WORK REQUIRED
Every line of the entries with the word "roads" in it should be shown.
________
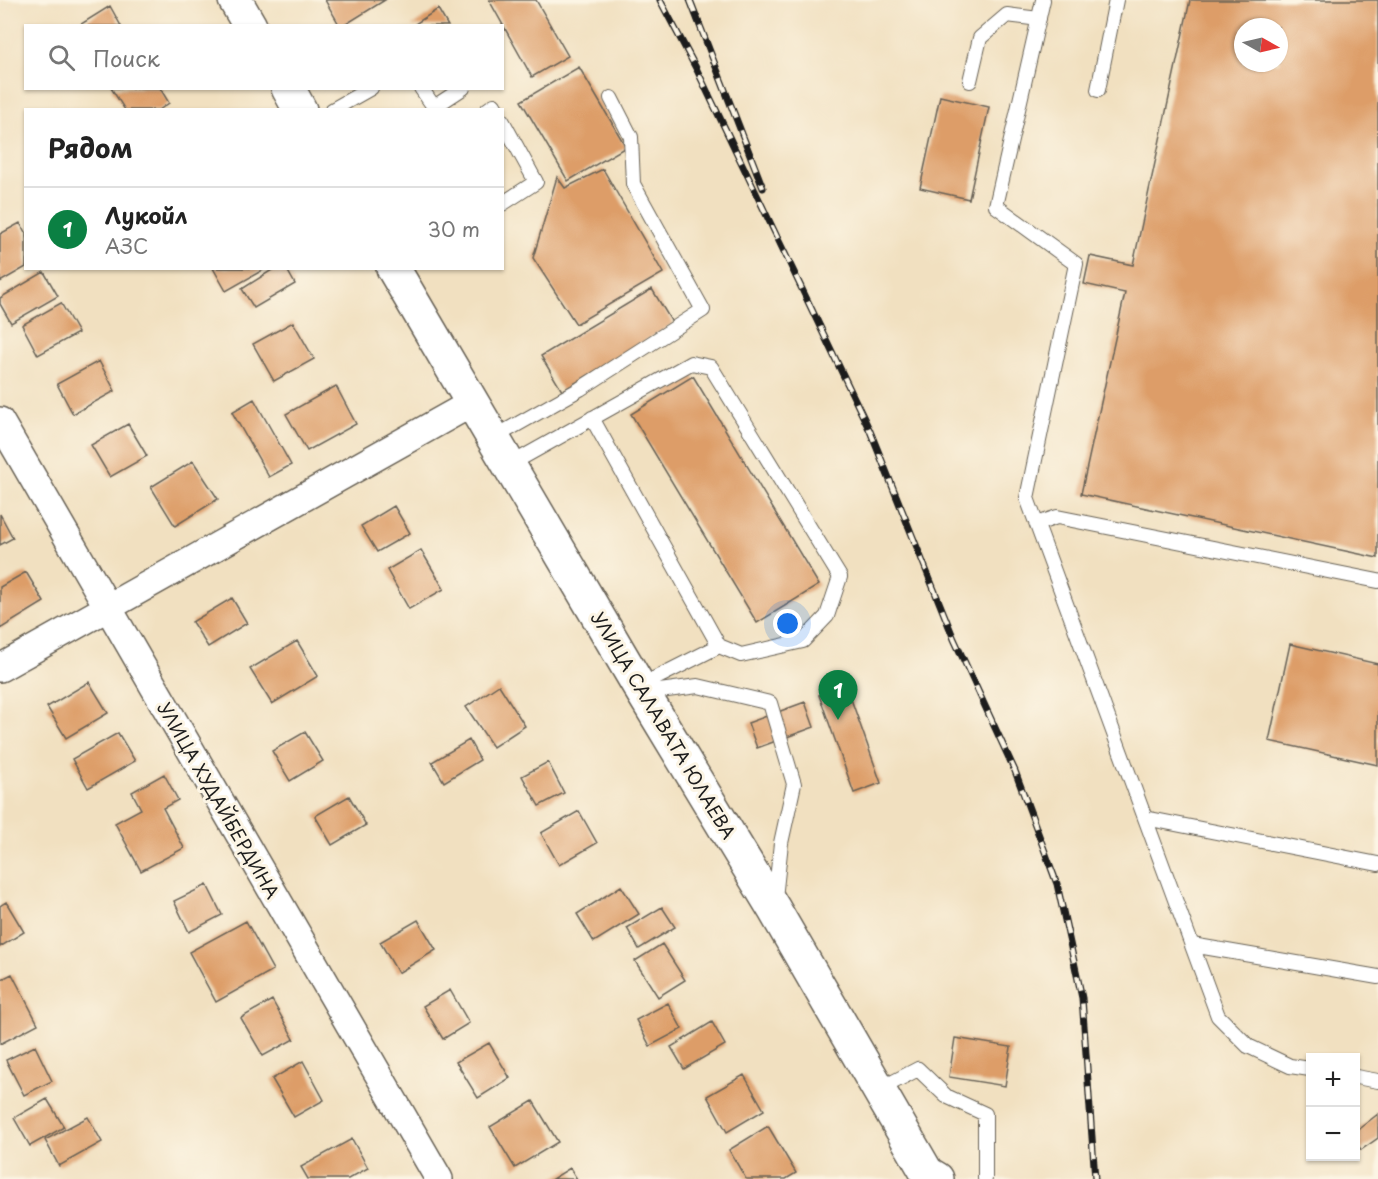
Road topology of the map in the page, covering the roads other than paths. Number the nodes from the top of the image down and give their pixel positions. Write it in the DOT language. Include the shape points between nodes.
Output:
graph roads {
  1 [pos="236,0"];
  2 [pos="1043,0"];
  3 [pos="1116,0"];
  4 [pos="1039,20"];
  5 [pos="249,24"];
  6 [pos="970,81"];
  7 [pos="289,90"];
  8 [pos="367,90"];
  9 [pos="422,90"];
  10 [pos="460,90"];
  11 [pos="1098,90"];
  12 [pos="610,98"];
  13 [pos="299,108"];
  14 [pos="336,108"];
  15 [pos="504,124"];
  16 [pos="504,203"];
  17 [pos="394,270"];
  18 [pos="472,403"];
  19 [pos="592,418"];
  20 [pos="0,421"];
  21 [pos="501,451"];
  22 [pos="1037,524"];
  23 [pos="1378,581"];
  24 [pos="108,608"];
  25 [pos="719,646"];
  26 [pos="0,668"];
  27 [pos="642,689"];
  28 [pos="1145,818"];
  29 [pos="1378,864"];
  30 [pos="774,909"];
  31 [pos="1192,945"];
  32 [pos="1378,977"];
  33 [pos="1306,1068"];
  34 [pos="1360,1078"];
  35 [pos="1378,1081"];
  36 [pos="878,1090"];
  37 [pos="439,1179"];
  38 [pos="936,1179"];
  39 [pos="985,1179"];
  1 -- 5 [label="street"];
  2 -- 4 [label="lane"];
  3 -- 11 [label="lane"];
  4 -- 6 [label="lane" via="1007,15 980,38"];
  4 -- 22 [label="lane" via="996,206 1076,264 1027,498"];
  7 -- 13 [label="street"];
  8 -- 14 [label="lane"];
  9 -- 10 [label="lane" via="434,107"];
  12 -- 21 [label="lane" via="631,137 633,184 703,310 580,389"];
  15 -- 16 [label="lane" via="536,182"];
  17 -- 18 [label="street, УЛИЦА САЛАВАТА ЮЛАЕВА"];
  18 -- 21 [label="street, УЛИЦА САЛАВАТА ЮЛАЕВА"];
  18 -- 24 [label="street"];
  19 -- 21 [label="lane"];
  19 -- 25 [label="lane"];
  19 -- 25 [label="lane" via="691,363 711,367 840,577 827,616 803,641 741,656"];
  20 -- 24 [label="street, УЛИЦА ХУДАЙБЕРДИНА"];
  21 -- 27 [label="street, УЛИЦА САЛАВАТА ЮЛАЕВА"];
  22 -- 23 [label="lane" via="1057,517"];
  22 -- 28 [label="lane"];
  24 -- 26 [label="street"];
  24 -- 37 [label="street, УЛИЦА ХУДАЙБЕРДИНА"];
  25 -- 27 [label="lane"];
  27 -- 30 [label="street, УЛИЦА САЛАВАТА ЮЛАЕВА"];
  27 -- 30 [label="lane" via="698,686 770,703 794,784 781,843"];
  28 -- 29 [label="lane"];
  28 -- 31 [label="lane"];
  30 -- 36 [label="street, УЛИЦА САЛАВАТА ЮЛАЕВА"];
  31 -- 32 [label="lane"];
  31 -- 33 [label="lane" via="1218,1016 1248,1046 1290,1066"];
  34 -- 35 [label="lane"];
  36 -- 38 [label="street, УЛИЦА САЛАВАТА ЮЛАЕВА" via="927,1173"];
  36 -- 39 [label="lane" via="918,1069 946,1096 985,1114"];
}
________
WRITTEN REPLY
Road topology of the map in the page, covering the roads other than paths. Number the nodes from the top of the image down and give their pixel positions. Write it in the DOT language. Include the shape points between nodes.
graph roads {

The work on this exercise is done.